Bleeding Cool and BKK Unzine, Bangkok's premiere online indie comics site, picked apart an issue of House of Mystery #149 from 1965



Article Summary

  • BKK Unzine and Bleeding Cool revisit House of Mystery #149, a 1965 DC Comics sci-fi anthology classic.
  • Martian Manhunter and other tales feature art by legends like Joe Certa, Alex Toth, and Dick Dillin.
  • 1960s House of Mystery reflected US surrealism and anxiety, echoing The Twilight Zone’s body horror.
  • Hands-on comic analysis reveals forgotten creators and uncredited stories in vintage comic history.

There's nothing more Proustian than getting to touch a physical copy of a vintage comic like, House of Mystery #149. It's a time machine in decaying yellow newspaper with its sharp smell of acid as the cheap paper decays. Bleeding Cool and BKK Unzine, an indie online comics site and workshop in Bangkok, Thailand showcasing independent comics creators in Southeast Asia, teamed up to look at a nowhere-near-mint copy of the DC Comic from 1965 in one of BKK Unzine's weekly YouTube vlogs.

BKK Unzine and Bleeding Cool Pick Apart House of Mystery #149
"House of Mystery #149" – DC Comics

House of Mystery was one of DC Comics' post EC Comics, Comics Code Authority era anthology Science Fiction comics. #149 featured a Martian Manhunter story as well as writing and art by several classic old school artists from the 1950s and 1960s. It didn't feature credits for the writers and artists and we were left guessing who created those stories. We assumed The Martian Manhunter stories were written by either Gardner Fox or John Broome but apparently it was really Dave Wood with art by Joe Certa, two creators who are now largely forgotten. We successfully identified Alex Toth whose use of blacks, negative space and composition were unmistakable. Other near-forgotten aritsts in this issue included Dick Dillin (who pencilled the majority of the Justice League of America comics through the 1970s), Shedlon Moldoff and Henry Boltinoff.

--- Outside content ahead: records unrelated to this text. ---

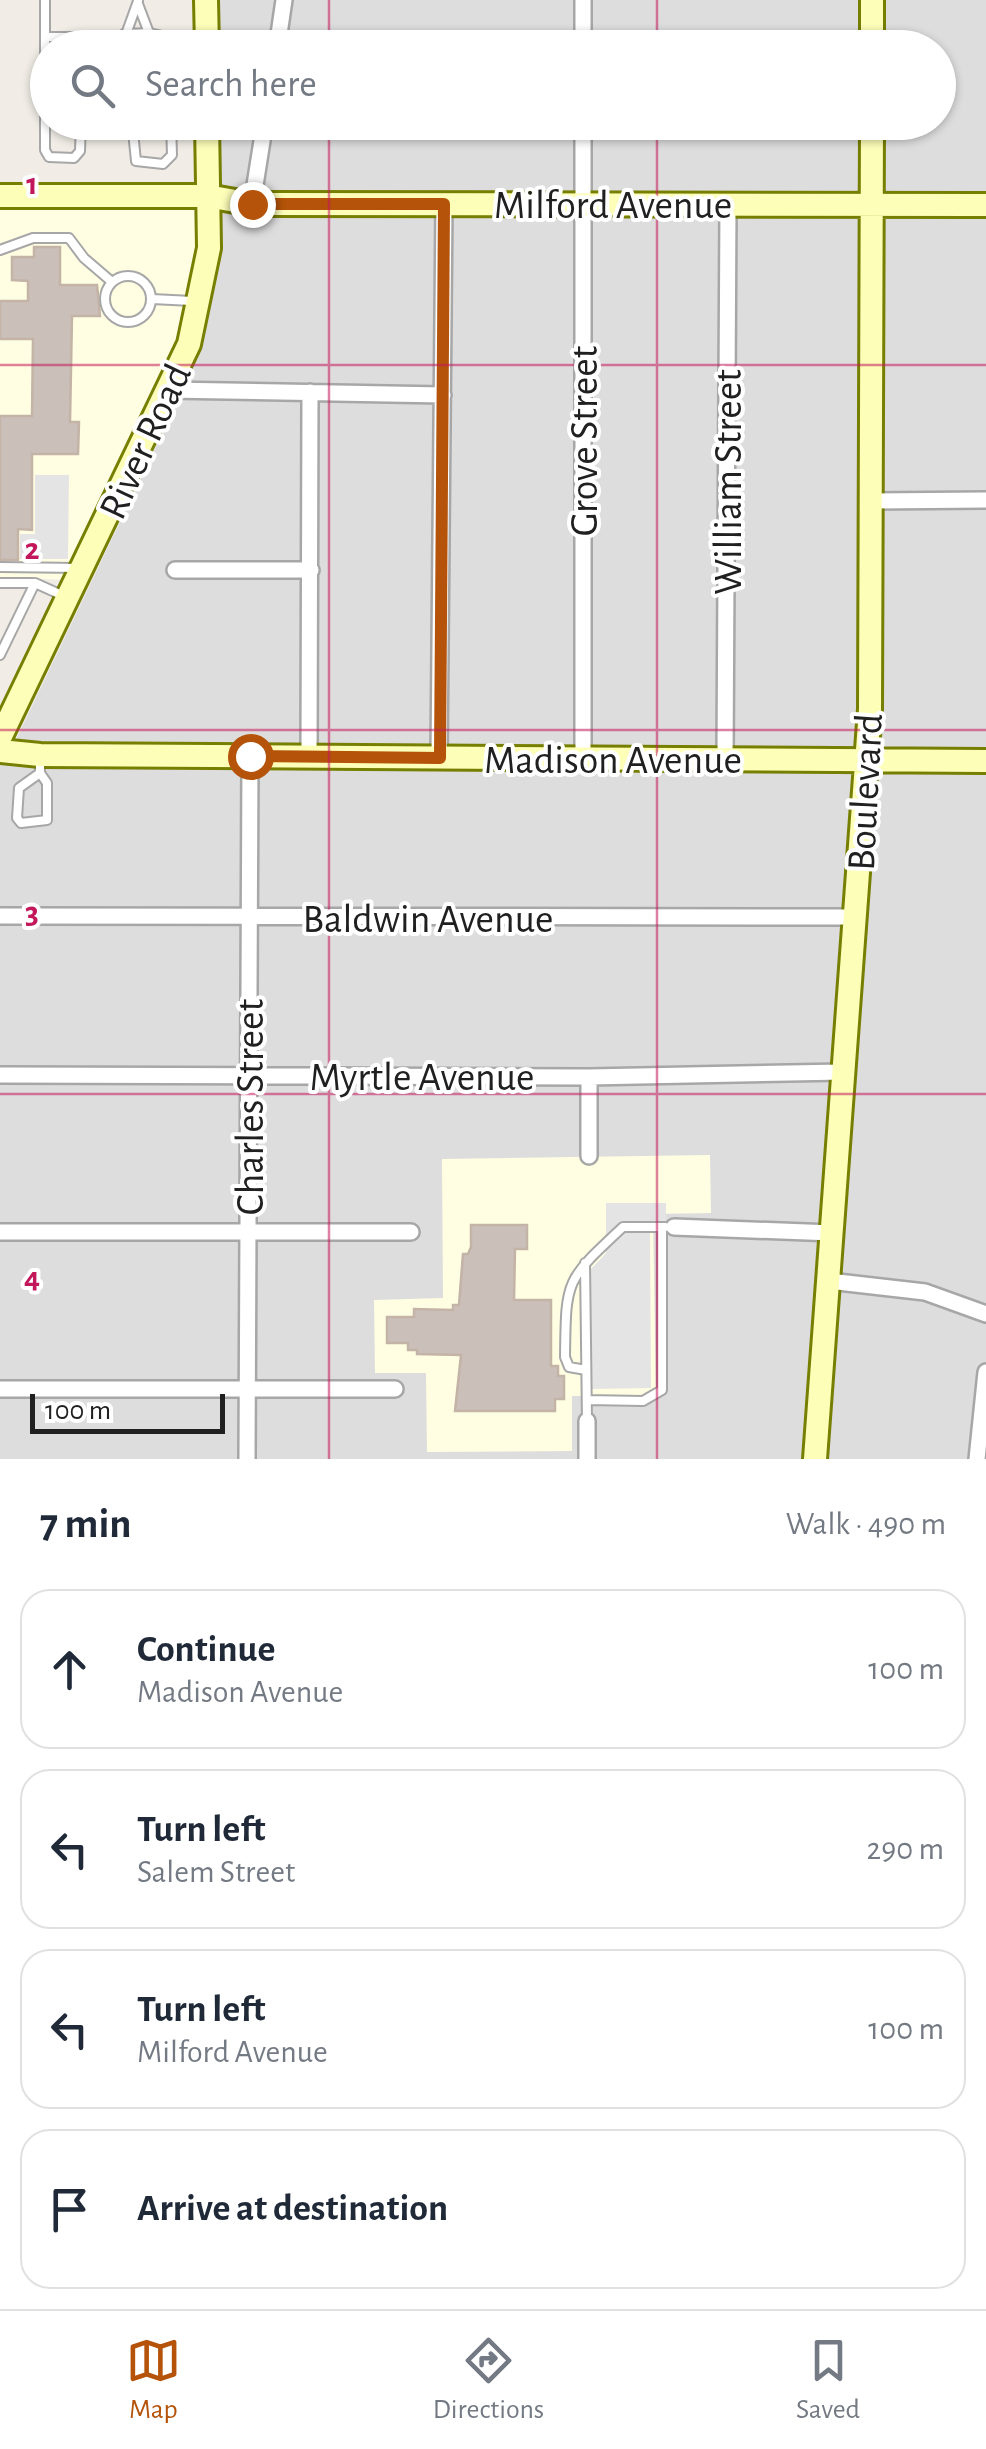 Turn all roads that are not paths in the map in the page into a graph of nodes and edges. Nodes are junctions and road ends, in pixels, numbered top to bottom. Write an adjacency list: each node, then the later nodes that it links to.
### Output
1 (46, 0): 7 (lane)
2 (206, 0): 10 (street)
3 (284, 0): 11 (street)
4 (583, 0): 12 (street)
5 (872, 0): 13 (street)
6 (138, 2): 8 (lane); 9 (lane)
7 (46, 30)
8 (126, 30)
9 (148, 30)
10 (206, 30)
11 (279, 30)
12 (583, 30)
13 (872, 30)
14 (46, 140): 15 (lane)
15 (80, 140)
16 (134, 140): 17 (lane)
17 (172, 140)
18 (207, 140): 23 (street, River Road)
19 (262, 140): 24 (street)
20 (583, 140): 26 (street, Grove Street)
21 (872, 140): 28 (street, Boulevard)
22 (0, 196): 23 (street, Milford Avenue)
23 (207, 196): 24 (street, Milford Avenue); 33 (street, River Road)
24 (252, 204): 25 (street, Milford Avenue)
25 (444, 204): 26 (street, Milford Avenue); 36 (street)
26 (583, 204): 27 (street, Milford Avenue); 52 (street, Grove Street)
27 (728, 204): 28 (street, Milford Avenue); 53 (street, William Street)
28 (872, 205): 29 (street, Milford Avenue); 37 (street, Boulevard)
29 (986, 205)
30 (0, 250): 31 (lane)
31 (112, 282): 32 (lane); 32 (lane)
32 (152, 300): 33 (lane)
33 (201, 301): 34 (street, River Road)
34 (168, 390): 35 (street); 40 (street, River Road)
35 (310, 392): 36 (street); 42 (street)
36 (443, 395): 51 (street)
37 (873, 500): 38 (street); 54 (street, Boulevard)
38 (986, 500)
39 (0, 567): 40 (lane)
40 (84, 568): 45 (street, River Road)
41 (174, 570): 42 (street)
42 (311, 570): 50 (street)
43 (0, 583): 44 (lane)
44 (35, 583): 45 (lane); 46 (lane)
45 (70, 598): 47 (street, River Road)
46 (0, 656)
47 (0, 738)
48 (0, 751): 56 (street, Madison Avenue)
49 (250, 756): 50 (street, Madison Avenue); 56 (street, Madison Avenue); 59 (street, Charles Street)
50 (309, 756): 51 (street, Madison Avenue)
51 (440, 758): 52 (street, Madison Avenue)
52 (583, 758): 53 (street, Madison Avenue)
53 (725, 759): 54 (street, Madison Avenue)
54 (868, 760): 55 (street, Madison Avenue); 58 (street, Boulevard)
55 (986, 761)
56 (40, 764): 56 (lane)
57 (0, 916): 59 (street, Baldwin Avenue)
58 (856, 917): 59 (street, Baldwin Avenue); 60 (street, Boulevard)
59 (250, 918): 62 (street, Charles Street)
60 (843, 1072): 63 (street, Myrtle Avenue); 69 (street, Boulevard)
61 (0, 1075): 62 (street, Myrtle Avenue)
62 (250, 1075): 63 (street, Myrtle Avenue); 67 (street, Charles Street)
63 (589, 1077): 64 (street)
64 (589, 1156)
65 (668, 1227): 69 (street); 70 (lane); 78 (lane)
66 (0, 1232): 67 (street)
67 (248, 1232): 68 (street); 76 (street, Charles Street)
68 (411, 1232)
69 (833, 1234): 71 (street, Boulevard)
70 (585, 1262): 73 (lane); 73 (lane)
71 (829, 1281): 72 (street); 82 (street, Boulevard)
72 (986, 1314)
73 (586, 1370): 78 (lane)
74 (986, 1372): 83 (street)
75 (0, 1388): 76 (street)
76 (247, 1388): 77 (street); 80 (street, Charles Street)
77 (395, 1388)
78 (587, 1400): 79 (lane)
79 (587, 1421): 81 (street)
80 (247, 1459)
81 (587, 1459)
82 (814, 1459)
83 (978, 1459)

You can feel collectors cringe at our hands touching those decaying pages.

The stories in House of Mystery in the 1960s were part of a post-war wave of genre stories that expressed America's uncertainty. Some of them may have broadly followed the old EC Comics morality tales where a man messes with something he shouldn't faces the consequences, but they expressed an anxiety in uncertain times. House of Mystery was in line with many of DC's other titles including the Superman and Batman lines where borderline Body Horror occurred – people in these stories found themselves unwitting transformed into other creatures, got plagued by giant insects and so on. House of Mystery and DC Comics in general were part of the same wave of surrealism in American pop culture that birthed The Twilight Zone. These stories were hallucinatory and psychedelic before LSD and the Hippie movement exploded in the latter part of the 1960s. They caught the wave of social and psychic change in the zeitgeist. To open up this comic was to enter a time machine back into that time in America, even if you were really standing in a studio in Southeast Asia.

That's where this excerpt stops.